As something of a modernism trainspotter, I have a keen eye for Seidler designs though to be honest, probably prefer his early International Style houses (Rose Seidler House, his first Australian design and built for his mother, is both a psychologist's and design nerd's wet dream) than his later commercial work, which probably suffers from the sheer volume of dodgy knock-offs with which it co-existed. 

Looking at Australia's most sadistic fielding drill sargeant standing in front of this building, I couldn't help but be reminded of the time I chased a girl to Paris and ended up in a spirited argument with her out the front of the similarly-proportioned, Seidler-designed Australian Embassy building. Is this just sounding bizarre and a very tenuous reason for a blog post? I really should go to bed. 

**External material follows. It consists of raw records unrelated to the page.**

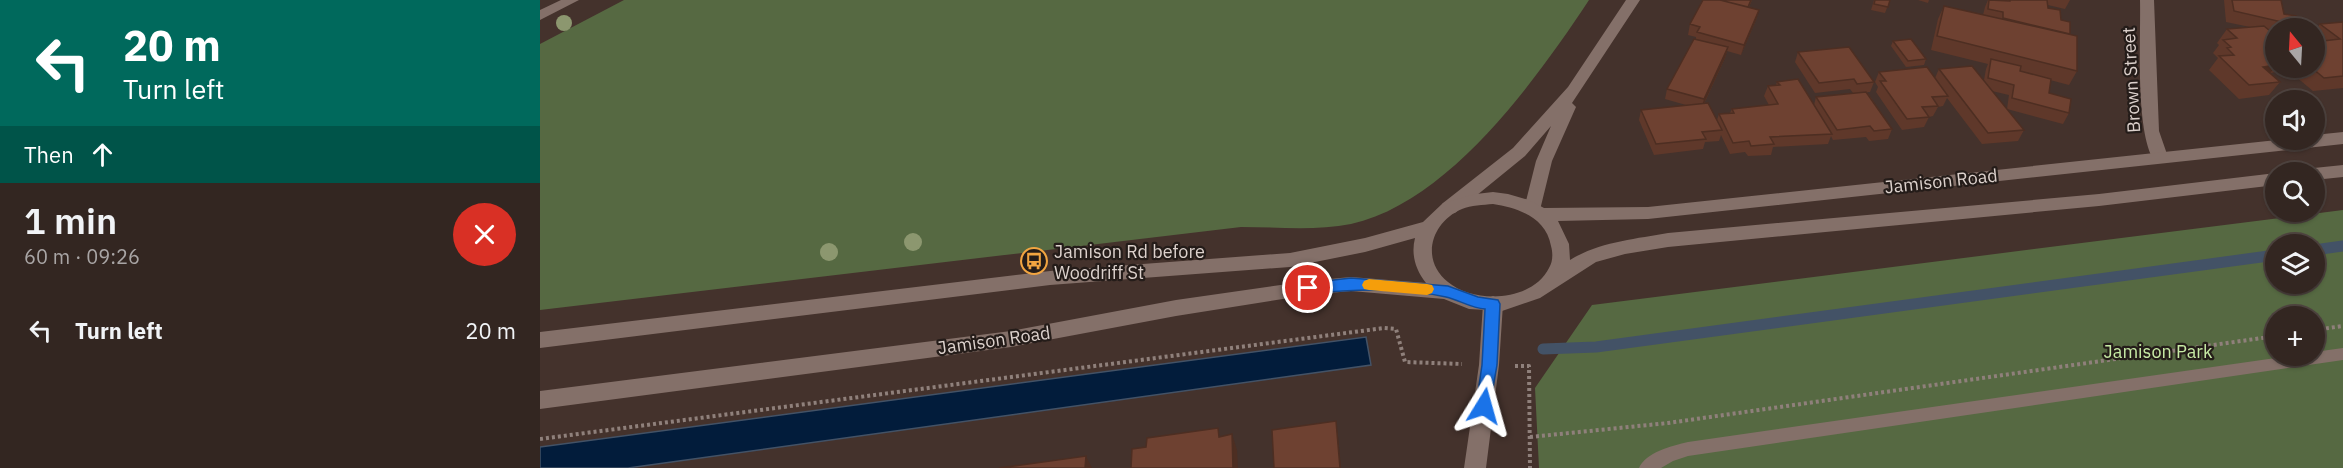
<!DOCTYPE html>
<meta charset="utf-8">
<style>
:root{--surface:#332621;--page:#3b2e2a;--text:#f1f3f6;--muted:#a9a5a5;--line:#4e433f}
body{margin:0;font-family:"IBM Plex Sans",sans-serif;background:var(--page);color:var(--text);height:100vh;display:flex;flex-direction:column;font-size:22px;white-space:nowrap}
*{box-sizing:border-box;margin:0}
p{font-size:20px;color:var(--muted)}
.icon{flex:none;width:33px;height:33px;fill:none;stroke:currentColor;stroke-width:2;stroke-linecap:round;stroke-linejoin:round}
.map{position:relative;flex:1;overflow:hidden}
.sheet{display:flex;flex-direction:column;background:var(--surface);width:540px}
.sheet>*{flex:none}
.top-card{background:#00695c;color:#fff;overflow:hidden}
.needle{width:39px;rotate:342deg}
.fabs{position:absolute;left:1725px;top:18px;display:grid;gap:12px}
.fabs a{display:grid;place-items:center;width:60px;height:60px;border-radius:50%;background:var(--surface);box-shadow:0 2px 4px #0004,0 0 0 2px var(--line);font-size:30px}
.pin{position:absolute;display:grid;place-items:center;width:51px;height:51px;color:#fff;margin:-26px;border:3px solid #fff;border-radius:50%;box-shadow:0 2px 6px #0007}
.me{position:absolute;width:66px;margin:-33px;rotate:8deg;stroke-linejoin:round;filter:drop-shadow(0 0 4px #0008)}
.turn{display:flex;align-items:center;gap:21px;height:126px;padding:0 24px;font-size:27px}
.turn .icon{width:78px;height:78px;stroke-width:2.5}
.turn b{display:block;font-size:42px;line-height:51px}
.then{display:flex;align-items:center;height:57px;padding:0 24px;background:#0003;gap:12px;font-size:22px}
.round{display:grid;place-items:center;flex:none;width:63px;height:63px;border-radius:32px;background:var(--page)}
.overview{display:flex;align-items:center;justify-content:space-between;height:102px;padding:0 24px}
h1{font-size:36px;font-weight:600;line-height:45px}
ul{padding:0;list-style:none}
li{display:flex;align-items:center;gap:18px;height:90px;padding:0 24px}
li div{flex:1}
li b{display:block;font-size:22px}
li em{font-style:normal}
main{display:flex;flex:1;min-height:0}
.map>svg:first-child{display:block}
.green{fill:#566942;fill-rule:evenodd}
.water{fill:#021c3b;stroke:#435266;stroke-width:1.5}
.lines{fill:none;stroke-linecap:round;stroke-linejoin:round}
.stream{stroke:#435266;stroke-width:11}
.path{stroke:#8f807b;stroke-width:4;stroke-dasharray:3 3;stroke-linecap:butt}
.service{fill:#847069;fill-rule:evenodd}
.minor{fill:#847069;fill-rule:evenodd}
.tertiary{fill:#847069;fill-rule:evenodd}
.secondary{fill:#847069;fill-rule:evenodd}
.tree{fill:#8c976f}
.wall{fill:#5f382a}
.shaded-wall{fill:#4d2e22}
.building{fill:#6e4131;stroke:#4d2e22;stroke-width:1.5}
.route{fill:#1a73e8;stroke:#114b97;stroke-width:1.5}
.slow{fill:#f59e0b}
.labels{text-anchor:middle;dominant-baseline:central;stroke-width:4.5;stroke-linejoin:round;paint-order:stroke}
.street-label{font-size:18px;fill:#dcd1cc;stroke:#241c19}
.poi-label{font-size:18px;fill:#dcd1cc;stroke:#241c19;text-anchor:start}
.park-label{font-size:18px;fill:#c7eaa5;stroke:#241c19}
</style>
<main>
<section class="sheet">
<div class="top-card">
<div class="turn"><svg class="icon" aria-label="left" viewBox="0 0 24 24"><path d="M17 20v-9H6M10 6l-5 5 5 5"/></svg><div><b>20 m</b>Turn left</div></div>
<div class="then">Then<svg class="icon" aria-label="ahead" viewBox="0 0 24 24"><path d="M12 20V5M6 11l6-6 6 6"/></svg></div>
</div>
<div class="overview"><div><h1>1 min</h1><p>60 m · 09:26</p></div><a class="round" style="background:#d93025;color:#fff"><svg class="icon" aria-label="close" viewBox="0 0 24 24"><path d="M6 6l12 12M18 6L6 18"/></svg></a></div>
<ul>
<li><svg class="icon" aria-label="left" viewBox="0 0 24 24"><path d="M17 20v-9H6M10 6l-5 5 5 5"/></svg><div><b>Turn left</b></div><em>20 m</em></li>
</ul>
</section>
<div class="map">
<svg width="1803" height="468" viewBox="0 0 1803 468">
<rect width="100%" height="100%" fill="#44322c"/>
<path class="green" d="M84,0h965c-53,80 -140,202 -238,224 -35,7 -74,3 -110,3l-701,83v-266z
M1803,210v258h-804l-4,-80 57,-83zM1736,244h38v40h-38zM1736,316h38v40h-38z"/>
<path class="water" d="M826,337l5,28 -743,103h-88v-21z"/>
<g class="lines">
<path class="stream" d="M1774,250l29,-4
M1003,349l53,-2 680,-92"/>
<path class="path" d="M1774,330l29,-4
M975,366h14l1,102
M990,437l138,-14 608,-87
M0,439l844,-111 12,1 9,33 57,2"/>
<path class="service" d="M1803,348v12l-655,96 -15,5 -12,7h-22c7,-16 33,-22 49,-26l601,-86h25v-4z"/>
<path class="minor" d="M1600,0h14l5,131 9,26 -2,4h-12c-19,-32 -13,-121 -14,-161z"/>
<path class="tertiary" d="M21,0h18l-39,20v-10z
M1086,0h14l-68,103 4,4 -24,54 -13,53 -6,1 -6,-1 -3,-5 12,-48 15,-35 -26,30 -70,57 -6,1 -6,-1 -3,-5 3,-5 70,-55 55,-61z
M953,296l7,3 3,5 -4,61 -13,103h-22l15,-103 4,-61 3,-5z"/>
<path class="secondary" d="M1803,132v12l-695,75 -90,2 11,23 1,16c29,-18 65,-21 98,-27l431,-39 177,-21v12l-177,21 -431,41 -43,7 -29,8 -56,36 -38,13 -33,-2 -25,-10 -93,-8 -43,4 -132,21 -165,31 -471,62v-18l471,-60 165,-31 132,-19 43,-4 75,6c-11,-14 -15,-29 -11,-45l-50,14 -75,15 -240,18 -510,63v-16l510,-61 240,-18 75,-15 58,-16 20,-19 33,-9 17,-2 15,2 21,6 15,8 104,-1 629,-67h37v-5zM953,204c25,4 53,13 58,42 2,7 2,16 -2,22 -17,34 -75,36 -101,14 -28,-22 -17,-60 14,-73 9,-4 21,-4 31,-5z
M1803,165v12l-29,3v-8h-8l8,-4z"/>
</g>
<g class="tree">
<circle cx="24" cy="23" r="8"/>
<circle cx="373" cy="242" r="9"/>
<circle cx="289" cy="252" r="9"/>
</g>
<path class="wall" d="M1212,0l-3,7 10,3 -3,10 -15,35 -14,-4 -2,7 -21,46 13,16 2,-6 11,-1 2,-4 37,-4 -5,-9 4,-10 8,-1 1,-3 37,23 2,-8 37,-4 -3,-4 -35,4 -20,-31 3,-10 76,30 -4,10h-3l25,37 -4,10 -19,2 -3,-4 -33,3 -2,-4 -3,8 -55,3 -2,8 -23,1 -3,-4 -15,2 -9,-19 -2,6 -14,1 -2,7 -49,6 -15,-35 2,-10 45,-5 -21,-6 2,-10 29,-50v-2l-8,-2 2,-11z
M1334,0h16l-5,13 -14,-3z
M1378,0h11l-1,3z
M1448,0h82l-5,9 -17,-4v3l13,12 9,15 7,36 -8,14 -19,-5 -1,13 20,20 -6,11 -56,-15 2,-14 -17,-4 32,39 -6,11 -36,3 -35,-46 -4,8 -5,1 -5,9 -4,1 -5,10 -22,3 -26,-38 2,-5 -3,-5 4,-10 56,6 4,-9 45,11 2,-11 2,-5 -57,-14 7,-31 6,-13 39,9 2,-8z
M1684,0h57l3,14 13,9 -4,5h-17v5l-6,-1 6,4v32h38v-36l6,-8 23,-2v66l-30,3 -18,-15 -4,1 -8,-6 -13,2 10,9 -11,13 -30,4 -30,-29 9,-12 -5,-5 6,-8 -2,-2 10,-14 23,-2 -24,-5z
M1353,41l33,18 -2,6 -18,2 -15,-21z"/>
<path class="shaded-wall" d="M1219,10l-3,10 -15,35 3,-10z
M1188,47l-3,11 -24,52 3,-11z
M1736,65v1l-10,12 -3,-11z
M1758,68h4l-7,8 -4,1z
M796,421l2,16 3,31h-1z
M692,434l5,16 1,18h-5z
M546,456l6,12h-7z"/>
<path class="building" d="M1163,0h17l39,10 -15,35 -47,-13 3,-5 -10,-3z
M1180,0h31l-3,7z
M1335,0h15l-2,7 -14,-3z
M1449,0l21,1v-1h37l1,8 12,2 1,10 9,2v12l-67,-16v-6l-15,-3z
M1692,0h49l3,14 12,2 1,7 -12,-2 1,2 -52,-12z
M1404,6l133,30v35l-140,-35z
M1803,22v54l-19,2 -12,-10h2v-26l26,-3 -20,-15z
M1724,26l12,10v23l-5,1 5,5 -13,2 17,15 -31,3 -30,-29 15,-1 -7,-7 4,-1 -8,-7 14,-2 -10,-9z
M1154,39l34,8 -24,52 -37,-10z
M1371,39l15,20 -18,2 -15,-20z
M1309,47l25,35 -17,2 -3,-5 -35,4 -21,-31z
M1451,59l30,7 -1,5 31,8 -2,14 22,6 -2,14 -57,-15 2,-13 -26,-7z
M1432,66l52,64 -36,3 -49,-64z
M1387,67l21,29 -16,1 6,9 -16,1 7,10 -22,2 -27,-38h6l-7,-9z
M1258,79l34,55 -62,3 4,7 -23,2 -2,-5 -16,2 -14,-29 15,-1 -2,-4 46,-5 -10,-18 12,-1 -3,-3z
M1326,92l26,37 -18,2 -4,-5 -33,4 -21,-33z
M1168,103l14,27 -20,2 4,7 -50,5 -15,-34z
M796,421l4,47h-66l-2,-38z
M678,428l1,9 13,-3 1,34h-102l1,-19 14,-2 1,-9z
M546,456l-1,12h-86z"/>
<path class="route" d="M811,278l97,8 30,11 20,3 2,4 -3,61 -8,46 -5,2 -6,-2 -2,-5 6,-41 3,-56c-14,-1 -26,-9 -39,-12 -45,-10 -93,-8 -138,-3l-5,-2 -2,-4 2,-4 5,-1z"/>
<path class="slow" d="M829,279l58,5 5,1 2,4 -2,4 -5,2 -58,-5 -5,-1 -2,-4 2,-4z"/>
<defs>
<symbol id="bus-ring" viewBox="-11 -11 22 22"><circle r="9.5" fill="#241c19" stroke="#f2a541" stroke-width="1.5"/><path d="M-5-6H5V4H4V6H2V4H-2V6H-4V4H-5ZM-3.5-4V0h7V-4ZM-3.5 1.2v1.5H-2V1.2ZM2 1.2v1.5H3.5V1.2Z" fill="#f2a541"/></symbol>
</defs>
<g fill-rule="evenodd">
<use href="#bus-ring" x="479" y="246" width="30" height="30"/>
</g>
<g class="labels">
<g class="street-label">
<text transform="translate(1591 80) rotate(-93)">Brown Street</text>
<text transform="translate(1401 181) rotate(-6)">Jamison Road</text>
<text transform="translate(454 340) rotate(-8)">Jamison Road</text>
</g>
<g class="poi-label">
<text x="514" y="251">Jamison Rd before<tspan x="514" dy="21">Woodriff St</tspan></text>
</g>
<g class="park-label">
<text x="1618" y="351">Jamison Park</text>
</g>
</g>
</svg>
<div class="fabs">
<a><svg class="needle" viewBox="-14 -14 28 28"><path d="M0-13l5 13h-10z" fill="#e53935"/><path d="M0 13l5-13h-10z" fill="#a9a5a5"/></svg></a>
<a><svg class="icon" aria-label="sound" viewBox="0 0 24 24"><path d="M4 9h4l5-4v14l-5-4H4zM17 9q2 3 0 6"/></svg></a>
<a><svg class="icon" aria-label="search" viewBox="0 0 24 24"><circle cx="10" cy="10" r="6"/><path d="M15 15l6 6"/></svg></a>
<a><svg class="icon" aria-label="layers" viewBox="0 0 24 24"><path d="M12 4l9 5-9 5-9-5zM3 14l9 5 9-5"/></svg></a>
<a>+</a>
</div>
<div class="pin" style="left:768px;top:288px;background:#d93025"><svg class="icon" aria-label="arrive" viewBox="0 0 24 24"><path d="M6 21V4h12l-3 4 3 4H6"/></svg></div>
<svg class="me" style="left:944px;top:406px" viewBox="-20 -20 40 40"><path d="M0-17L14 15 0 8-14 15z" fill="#1a73e8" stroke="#fff" stroke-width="4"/></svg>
</div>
</main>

Anyway, by the point I chased the girl to Paris I was already in London, so "chase" is probably too strong a word and makes me sound like the unbearably wet male lead in some twee Audrey Tautou film. In actual fact my romantic mission was typically shambolic and once I was in Paris I realised I hadn't booked a hotel. That was a bit of a deal-breaker if you were looking to impress this girl, so in a severely misguided attempt to redress the situation I checked in at the $400 per night Marriott, right by the Eiffel Tower and hence Seidler's Embassy building.

With hindsight I realise this probably wasn't a great move on a student budget but I thought it was a tactical masterstroke at the time. I remember precisely three things about that trip; (1) The argument out the front of the Harry Seidler building (I can't remember what it was about though, I was probably too busy looking at the building); (2) like every other time I have been to Paris, we went down to the Eiffel Tower and decided that the queue to go up it was way too long; (3) the girl was on a study tour with another girl who would not leave us alone, rendering my $400 per night outlay an utter farce. 

I just realised that there is no real ending to this story. The relationship with the girl went hot and cold for a while and then fizzed out. She did come and watch me play cricket once though. I bowled like an absolute drain and she missed the only wicket I took. The writing was on the wall.


  1. For some reason, reading this reminded me of the piquant anecdote in The Big Ship about Warwick Armstrong sitting (possibly at a piano) amid a raucous team bonding session in Paris (or was it Nice, or some other port?) with an unclad prostitute in his, itself possibly unclad, lap. Not sure Simmo would've approved.

    1. Ha, I definitely didn't have as many moves as The Big Ship at that point.